Webinar Review: What Does A Muscle Sense? Multiscale Interactions Governing Muscle Spindle Sensory Signals

Over the course of the semester, our trainees are reviewing webinars in their given fields and preparing abstracts to help colleagues outside their discipline make an informed choice about watching them. As our program bridges diverse disciplines, these abstracts are beneficial for our own group in helping one another gain key knowledge in each other’s fields. We are happy to share these here for anyone else who may find them helpful.

What Does A Muscle Sense? Multiscale Interactions Governing Muscle Spindle Sensory Signals

Part of Georgia Tech’s 2020-2021 Neuro Seminar Series

Lena Ting, Professor of Biomedical Engineering, Emory University

November 2, 2020

Watch the Webinar (on Georgia Tech’s Website) 

Ryan MillerSummary and Analysis by Ryan Miller:

In this talk Dr. Ting gives a very nice overview of the physiology and functions of muscle spindles, and connects the induced firing rate to many parameters such as length, velocity, area, force, inertia, dynamic, and static inputs. This illustration really emphasizes the complexity of muscle spindle firing mechanisms and resulting modulation of local tissue. Throughout her talk she builds upon the current model of muscle spindle firing through extremely controlled sets of experiments, and eventually establishes a new frame work to contextualize the multi-functionality of muscle spindles and involvement in conditions such as sensory neuropathy, aging-related soft tissue changes, muscular dystrophy, and hyper-resistance.  

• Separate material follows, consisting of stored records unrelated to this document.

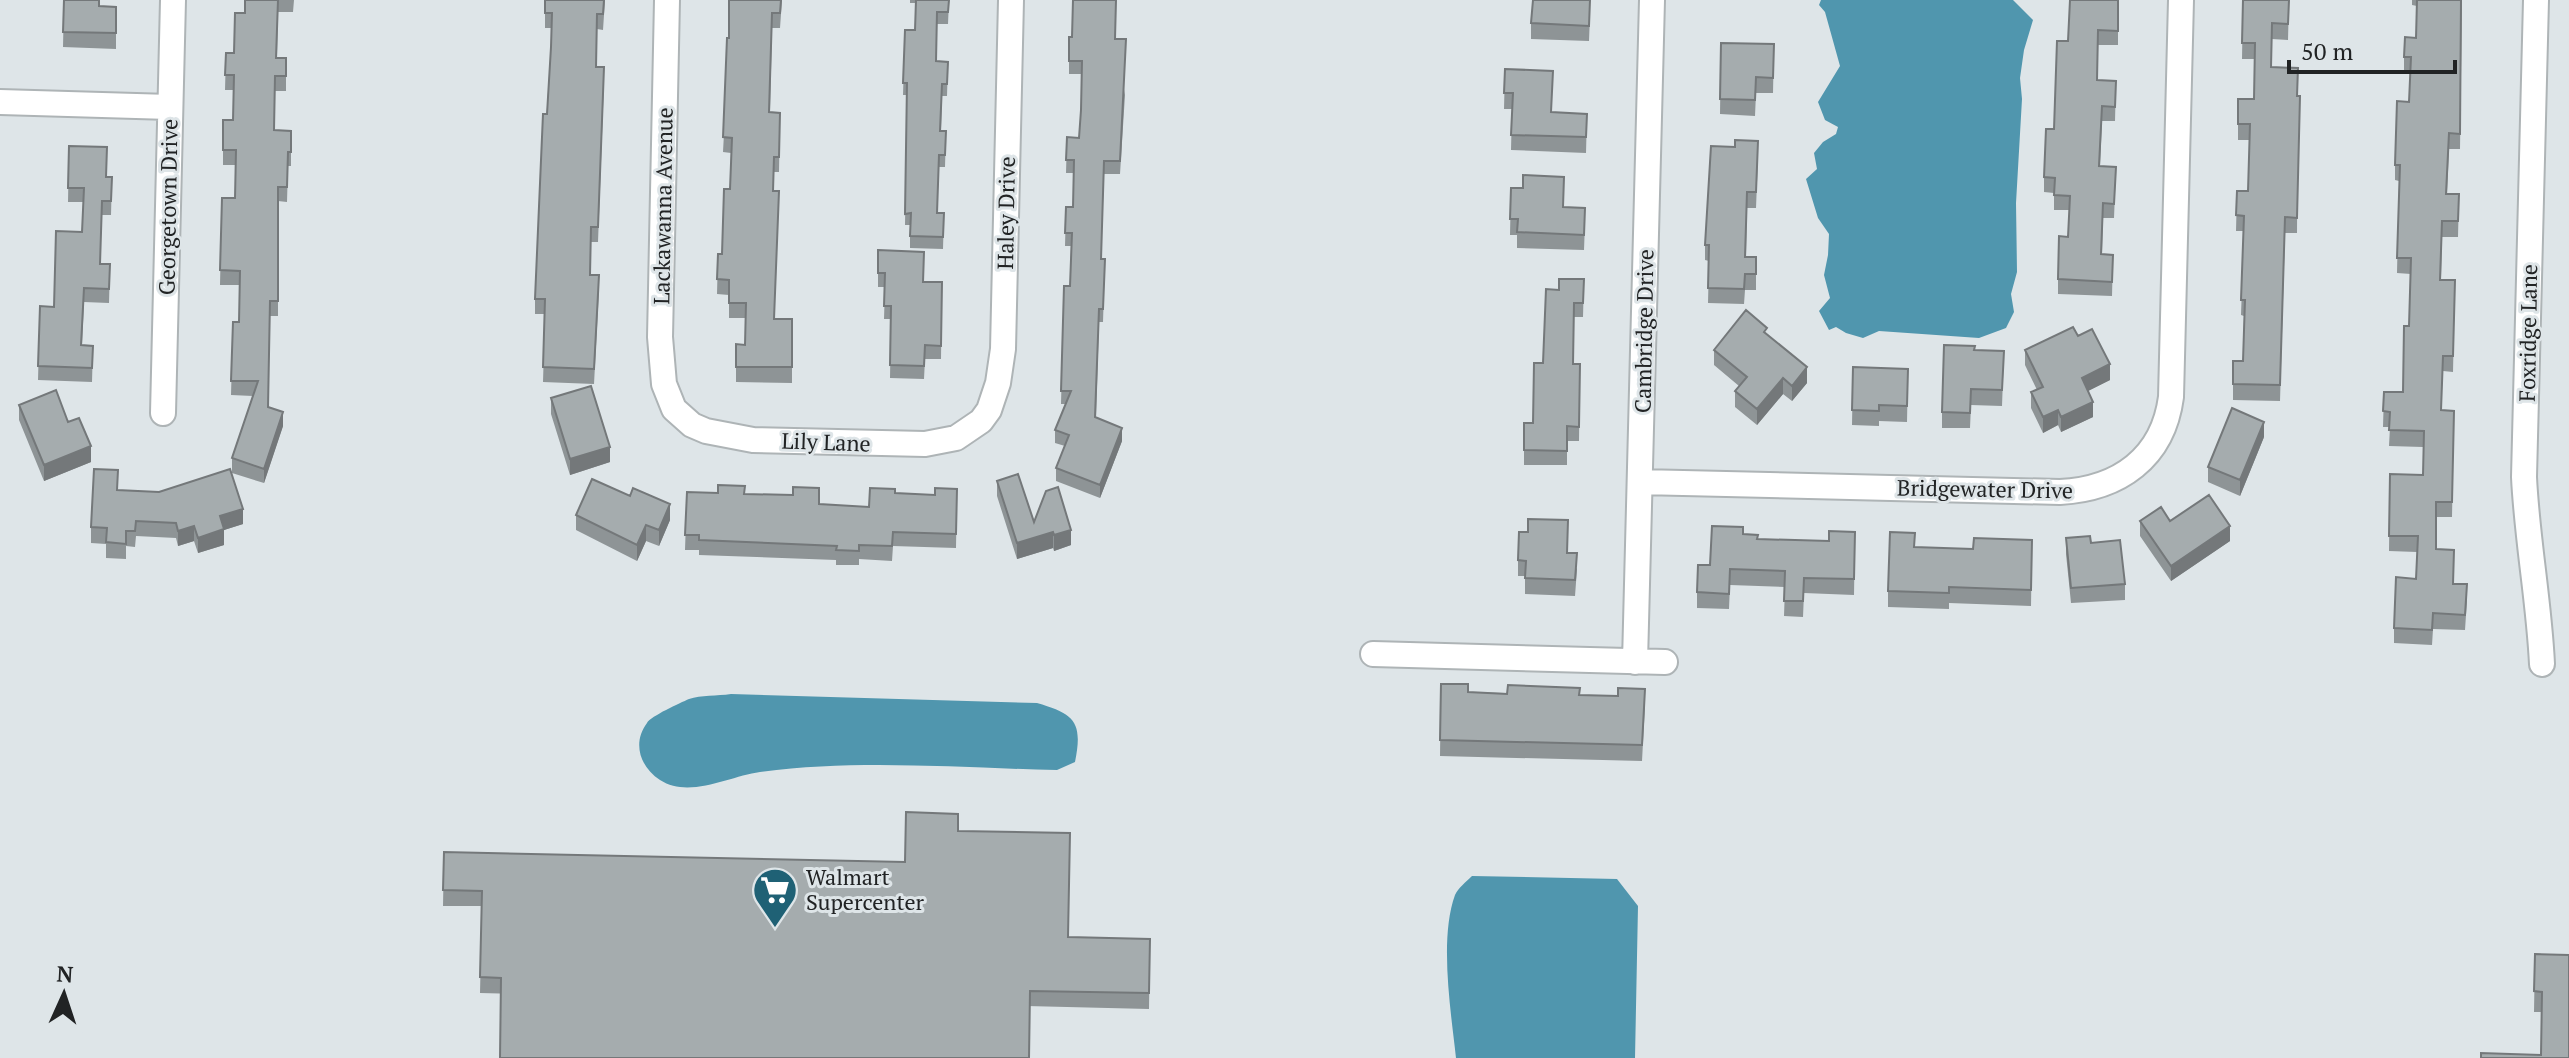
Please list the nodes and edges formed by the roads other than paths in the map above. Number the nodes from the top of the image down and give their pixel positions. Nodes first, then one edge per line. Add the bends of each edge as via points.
1 (173, 0) edge
2 (667, 0) edge
3 (1011, 0) edge
4 (1652, 0) edge
5 (2181, 0) edge
6 (2536, 0) edge
7 (0, 102) edge
8 (170, 107) junction
9 (674, 409) joint
10 (163, 413) dead end
11 (981, 421) joint
12 (1640, 482) junction
13 (1373, 654) dead end
14 (1635, 662) junction
15 (1665, 662) dead end
16 (2542, 664) dead end

1 - 8 street, Georgetown Drive
2 - 9 street, Lackawanna Avenue via 660,337 664,384
3 - 11 street, Haley Drive via 1003,349 995,397
4 - 12 street, Cambridge Drive
5 - 12 street, Bridgewater Drive via 2171,397 2160,434 2138,463 2105,485 2060,492
6 - 16 street, Foxridge Lane via 2524,477
7 - 8 street
8 - 10 street, Georgetown Drive
9 - 11 street, Lily Lane via 706,431 753,440 925,444 956,438
12 - 14 street, Cambridge Drive
13 - 14 street
14 - 15 street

In the cross-disciplinary field of neuroscience studying neuromuscular junctions and tissue, the current aim for scientists and engineers is to take a readout of muscle spindle signals to establish a predictive model in the contexts of neuromuscular disorders/injuries. Although a very useful approach, the current understanding of muscle spindles is limited and requires more exploration to develop such a robust model. Dr. Ting does a very nice job of describing the necessary workflow to address this research aim. As such, she navigates through four sequential questions: (1) what can we describe about muscle spindle firing, (2) what key mechanisms underlie these relationships, (3) how to build simplest predictive model, and (4) with this model can we understand what muscle spindles encode? 

Through this journey, Dr. Ting reveals that rather than than viewing muscle spindles as encoders, we should actually consider what they compute. This conclusion arises from the discovery that central effects on muscle spindle sensory information include feature detection and selection and have major dependencies on interactions between body and environment. This leaves the audience (assumed to be researchers) to extend these findings to now link a mechanistic and theoretical understanding of muscle spindle function in the aim to treat and restore patients with impaired movement.